I stopped at a coffee shop in Canon City.  It was closed.  Disappointed I took up residence on a street bench for some long minutes.  The warm Colorado sun felt good.  I mused, Rocky Mountain High, Rocky Mountain Nehi.  An old couple, older than me, sat on a nearby bench and complained about prison work to a passerby they knew.  The young man, as bald as a billiard ball, contorted his face and its unremarkable features to say, "Hell, he pulled out a razor and told me I'd pay with my life."  

"Well that's exactly why I retired two years early, ain't it so Martha." 

Martha nodded yes.

"You know what they did?," asked the younger man.

"Hell, let me guess . . . NUTHU'N!  THEY DIDN'T DO NUTHU'N. "

"Well, that's close enough," the young man lamented, "they took away his TV for twelve hours."  

"Inmates just ain't what they used to be," the old man said.

I thought they would all laugh at this irony, but they were serious.  

His wife, a kindly looking woman, nodded her head.  She had heard a variation on the same story a hundred times before.  

They'll be stardust soon, just like me. 

I drove west up the Arkansas River and wet a few flies in the riffles.   An old fisherman happened by and said, "the fish are jumping; they just aren't biting.  Try a grasshopper, that's what I'm trying next."  A middle age woman walked up to the two of us, trying to keep her wet Labrador retriever from jumping on us.  The dog was a beauty and the woman had a taste for treating the beast with love.  I liked both of these people, the old guy and the middle age woman.  The wind kicked up and I did a few roll casts.

 Wham!  a hook in the base of my right thumb. "What the hell," I said.  I put on my spectacles and saw the barb was barely sunk into my skin.  Go ahead and tell me that a fish hook doesn't hurt a fish.  Think I'll buy barbless hooks from now on.  I yanked it out and kept talking.  

The old guy owned the best of the best fly fishing gear.  He wore the most ragged beat up undershirt I've seen in this lifetime.  I kid you not. I thought, gosh, he's awfully attached to that undershirt.  Maybe it's his lucky fly fishing undershirt, or maybe he's wearing his Mormon under-garments and his faith just isn't what it used to be.  My mind drifts.  

The pleasant woman with the black lab and the big ass Ram Dodge with duallys chatted with me for a while.  Her only son had just started college.  Her mom had just passed into the next phase of making stardust and she was free.  Oglethorpe, or Ogie for short, had helped her through her grief.   Her fifth-wheel trailer was parked at the KOA and she was seeing the country, tied to the dog and the memories of her youth.  Not much different than me thinking about Ronnie.  

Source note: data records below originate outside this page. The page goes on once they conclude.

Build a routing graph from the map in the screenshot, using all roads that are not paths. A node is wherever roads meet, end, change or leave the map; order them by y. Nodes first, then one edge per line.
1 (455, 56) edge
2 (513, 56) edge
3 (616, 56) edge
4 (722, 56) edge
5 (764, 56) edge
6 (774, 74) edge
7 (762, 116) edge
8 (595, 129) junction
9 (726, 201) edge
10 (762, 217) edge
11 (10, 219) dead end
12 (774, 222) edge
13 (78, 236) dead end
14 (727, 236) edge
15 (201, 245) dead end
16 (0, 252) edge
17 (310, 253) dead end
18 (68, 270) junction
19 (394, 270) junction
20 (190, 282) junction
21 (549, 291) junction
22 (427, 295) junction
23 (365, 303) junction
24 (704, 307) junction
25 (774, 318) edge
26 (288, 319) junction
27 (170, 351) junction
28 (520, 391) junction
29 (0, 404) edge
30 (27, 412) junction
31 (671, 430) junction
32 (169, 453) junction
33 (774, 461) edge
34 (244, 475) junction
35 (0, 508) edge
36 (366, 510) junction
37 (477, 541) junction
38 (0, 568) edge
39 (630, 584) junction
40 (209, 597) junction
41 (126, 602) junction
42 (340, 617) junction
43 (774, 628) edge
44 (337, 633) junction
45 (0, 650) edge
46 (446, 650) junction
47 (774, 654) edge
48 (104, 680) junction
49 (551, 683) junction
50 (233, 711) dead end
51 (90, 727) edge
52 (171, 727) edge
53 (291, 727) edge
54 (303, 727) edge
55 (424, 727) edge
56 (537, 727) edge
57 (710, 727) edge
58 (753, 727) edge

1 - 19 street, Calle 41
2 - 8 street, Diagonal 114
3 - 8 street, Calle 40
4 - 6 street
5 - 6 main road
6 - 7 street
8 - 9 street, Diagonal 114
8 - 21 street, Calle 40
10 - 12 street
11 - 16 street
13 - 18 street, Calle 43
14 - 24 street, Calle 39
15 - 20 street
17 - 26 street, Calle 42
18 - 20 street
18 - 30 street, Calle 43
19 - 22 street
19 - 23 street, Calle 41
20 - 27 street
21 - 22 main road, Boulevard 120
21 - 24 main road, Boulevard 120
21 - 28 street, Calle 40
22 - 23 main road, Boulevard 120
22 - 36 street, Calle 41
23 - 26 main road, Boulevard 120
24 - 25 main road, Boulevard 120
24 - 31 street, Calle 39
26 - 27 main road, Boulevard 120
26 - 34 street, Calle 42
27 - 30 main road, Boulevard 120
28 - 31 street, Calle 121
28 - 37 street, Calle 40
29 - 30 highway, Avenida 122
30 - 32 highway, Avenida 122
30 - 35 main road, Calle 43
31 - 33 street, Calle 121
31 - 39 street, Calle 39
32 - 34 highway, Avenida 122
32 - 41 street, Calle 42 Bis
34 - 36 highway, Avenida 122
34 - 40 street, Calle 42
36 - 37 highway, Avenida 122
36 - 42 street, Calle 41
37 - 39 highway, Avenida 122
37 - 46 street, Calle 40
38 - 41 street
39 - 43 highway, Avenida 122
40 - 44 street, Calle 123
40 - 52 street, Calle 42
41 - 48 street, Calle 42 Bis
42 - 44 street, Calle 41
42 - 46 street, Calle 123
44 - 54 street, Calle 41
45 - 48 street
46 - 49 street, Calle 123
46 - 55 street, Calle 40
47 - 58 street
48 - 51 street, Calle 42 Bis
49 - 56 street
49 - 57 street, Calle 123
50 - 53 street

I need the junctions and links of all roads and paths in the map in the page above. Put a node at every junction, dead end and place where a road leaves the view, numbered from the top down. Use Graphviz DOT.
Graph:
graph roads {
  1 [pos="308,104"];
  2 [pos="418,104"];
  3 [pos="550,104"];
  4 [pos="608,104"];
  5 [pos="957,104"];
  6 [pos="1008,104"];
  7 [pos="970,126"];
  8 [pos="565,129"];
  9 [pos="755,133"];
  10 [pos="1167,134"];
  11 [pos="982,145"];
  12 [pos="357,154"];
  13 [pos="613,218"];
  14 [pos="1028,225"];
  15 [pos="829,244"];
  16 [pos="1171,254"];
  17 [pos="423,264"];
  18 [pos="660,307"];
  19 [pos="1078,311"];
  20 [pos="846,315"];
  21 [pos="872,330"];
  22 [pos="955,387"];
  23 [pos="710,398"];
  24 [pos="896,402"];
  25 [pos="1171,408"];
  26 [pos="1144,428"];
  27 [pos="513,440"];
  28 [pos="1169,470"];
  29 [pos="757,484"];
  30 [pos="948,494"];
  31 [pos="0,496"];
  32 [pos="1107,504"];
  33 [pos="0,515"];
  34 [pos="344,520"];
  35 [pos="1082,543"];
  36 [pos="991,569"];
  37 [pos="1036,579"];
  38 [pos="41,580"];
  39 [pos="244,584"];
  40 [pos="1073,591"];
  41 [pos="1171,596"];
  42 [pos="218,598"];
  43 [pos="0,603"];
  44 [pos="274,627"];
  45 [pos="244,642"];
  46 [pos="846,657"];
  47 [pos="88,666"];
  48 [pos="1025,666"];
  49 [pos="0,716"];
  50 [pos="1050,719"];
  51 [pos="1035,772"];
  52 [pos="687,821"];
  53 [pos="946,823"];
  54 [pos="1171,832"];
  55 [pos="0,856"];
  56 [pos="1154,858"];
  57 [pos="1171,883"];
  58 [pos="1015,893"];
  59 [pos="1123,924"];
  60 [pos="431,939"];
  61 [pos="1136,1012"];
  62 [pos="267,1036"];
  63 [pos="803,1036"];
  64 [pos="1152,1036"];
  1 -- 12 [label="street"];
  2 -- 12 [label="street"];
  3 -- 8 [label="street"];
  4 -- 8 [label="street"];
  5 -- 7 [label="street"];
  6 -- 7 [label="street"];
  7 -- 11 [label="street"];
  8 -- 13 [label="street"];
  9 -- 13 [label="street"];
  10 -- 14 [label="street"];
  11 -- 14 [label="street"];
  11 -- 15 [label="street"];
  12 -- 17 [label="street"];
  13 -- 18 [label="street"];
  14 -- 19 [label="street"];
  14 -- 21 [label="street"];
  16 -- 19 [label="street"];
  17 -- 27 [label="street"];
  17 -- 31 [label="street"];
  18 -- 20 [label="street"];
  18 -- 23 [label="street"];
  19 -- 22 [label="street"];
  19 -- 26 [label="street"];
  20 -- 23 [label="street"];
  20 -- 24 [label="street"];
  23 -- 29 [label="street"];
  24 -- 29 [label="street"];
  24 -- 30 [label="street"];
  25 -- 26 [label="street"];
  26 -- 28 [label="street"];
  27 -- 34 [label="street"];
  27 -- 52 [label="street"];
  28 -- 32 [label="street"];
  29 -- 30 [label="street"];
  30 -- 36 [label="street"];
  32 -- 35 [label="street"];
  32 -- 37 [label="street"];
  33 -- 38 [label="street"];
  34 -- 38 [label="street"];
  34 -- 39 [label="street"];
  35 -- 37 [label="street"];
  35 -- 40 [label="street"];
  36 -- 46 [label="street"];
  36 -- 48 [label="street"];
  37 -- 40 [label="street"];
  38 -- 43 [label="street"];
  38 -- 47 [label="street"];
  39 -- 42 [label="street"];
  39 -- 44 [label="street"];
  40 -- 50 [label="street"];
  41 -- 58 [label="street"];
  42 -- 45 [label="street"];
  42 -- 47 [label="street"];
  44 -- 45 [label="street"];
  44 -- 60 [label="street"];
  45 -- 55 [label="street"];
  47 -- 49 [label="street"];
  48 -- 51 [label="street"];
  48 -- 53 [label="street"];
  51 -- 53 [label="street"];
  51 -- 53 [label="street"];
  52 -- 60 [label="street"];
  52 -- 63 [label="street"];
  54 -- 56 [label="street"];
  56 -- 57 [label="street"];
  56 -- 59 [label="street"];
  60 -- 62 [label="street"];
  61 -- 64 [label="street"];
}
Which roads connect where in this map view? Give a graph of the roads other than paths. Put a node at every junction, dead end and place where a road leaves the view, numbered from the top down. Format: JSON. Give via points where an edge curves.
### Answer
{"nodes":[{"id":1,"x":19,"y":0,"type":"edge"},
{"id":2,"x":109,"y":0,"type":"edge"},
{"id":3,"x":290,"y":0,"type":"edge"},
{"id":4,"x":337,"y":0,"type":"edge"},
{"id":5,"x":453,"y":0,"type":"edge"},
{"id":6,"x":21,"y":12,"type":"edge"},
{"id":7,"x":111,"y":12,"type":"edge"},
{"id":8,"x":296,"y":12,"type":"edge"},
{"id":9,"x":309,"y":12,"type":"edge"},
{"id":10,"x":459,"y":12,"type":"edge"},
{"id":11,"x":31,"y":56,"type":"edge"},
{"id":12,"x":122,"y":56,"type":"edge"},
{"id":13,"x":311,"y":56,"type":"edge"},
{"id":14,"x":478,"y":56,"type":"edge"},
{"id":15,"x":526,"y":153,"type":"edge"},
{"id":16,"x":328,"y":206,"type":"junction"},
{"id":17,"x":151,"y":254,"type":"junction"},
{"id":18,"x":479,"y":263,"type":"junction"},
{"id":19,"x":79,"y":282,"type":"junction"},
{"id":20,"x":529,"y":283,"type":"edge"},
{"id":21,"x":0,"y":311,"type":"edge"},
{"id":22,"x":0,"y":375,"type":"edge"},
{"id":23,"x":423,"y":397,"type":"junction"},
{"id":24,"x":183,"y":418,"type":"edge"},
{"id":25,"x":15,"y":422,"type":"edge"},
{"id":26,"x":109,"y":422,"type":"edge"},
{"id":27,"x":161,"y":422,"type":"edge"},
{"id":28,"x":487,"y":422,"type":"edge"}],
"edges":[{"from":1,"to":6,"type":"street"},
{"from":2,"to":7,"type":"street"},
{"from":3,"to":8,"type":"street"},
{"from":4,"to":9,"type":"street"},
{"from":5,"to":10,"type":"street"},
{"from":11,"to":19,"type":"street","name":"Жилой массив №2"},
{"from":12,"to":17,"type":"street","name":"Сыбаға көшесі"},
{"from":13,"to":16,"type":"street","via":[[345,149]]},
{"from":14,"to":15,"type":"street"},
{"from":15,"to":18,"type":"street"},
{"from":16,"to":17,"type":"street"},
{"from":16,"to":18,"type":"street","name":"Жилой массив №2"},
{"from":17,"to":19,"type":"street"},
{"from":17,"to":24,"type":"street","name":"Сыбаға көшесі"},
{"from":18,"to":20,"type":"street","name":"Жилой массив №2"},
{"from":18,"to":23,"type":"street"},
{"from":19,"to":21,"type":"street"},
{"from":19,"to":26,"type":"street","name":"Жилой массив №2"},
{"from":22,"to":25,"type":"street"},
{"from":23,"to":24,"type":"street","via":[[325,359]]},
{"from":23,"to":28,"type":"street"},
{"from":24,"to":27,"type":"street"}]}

There was a downpour on the way back home to Pueblo. It was a late season semi-impressive hailstorm.  The prison workers and guards, having just been released from their daytime prison shifts, were racing by each other and jockeying for a better position on the four-lane, not much different than two little boys pissing into empty Nehi bottles.  

Linda cooked a fine meal tonight.  Life is good.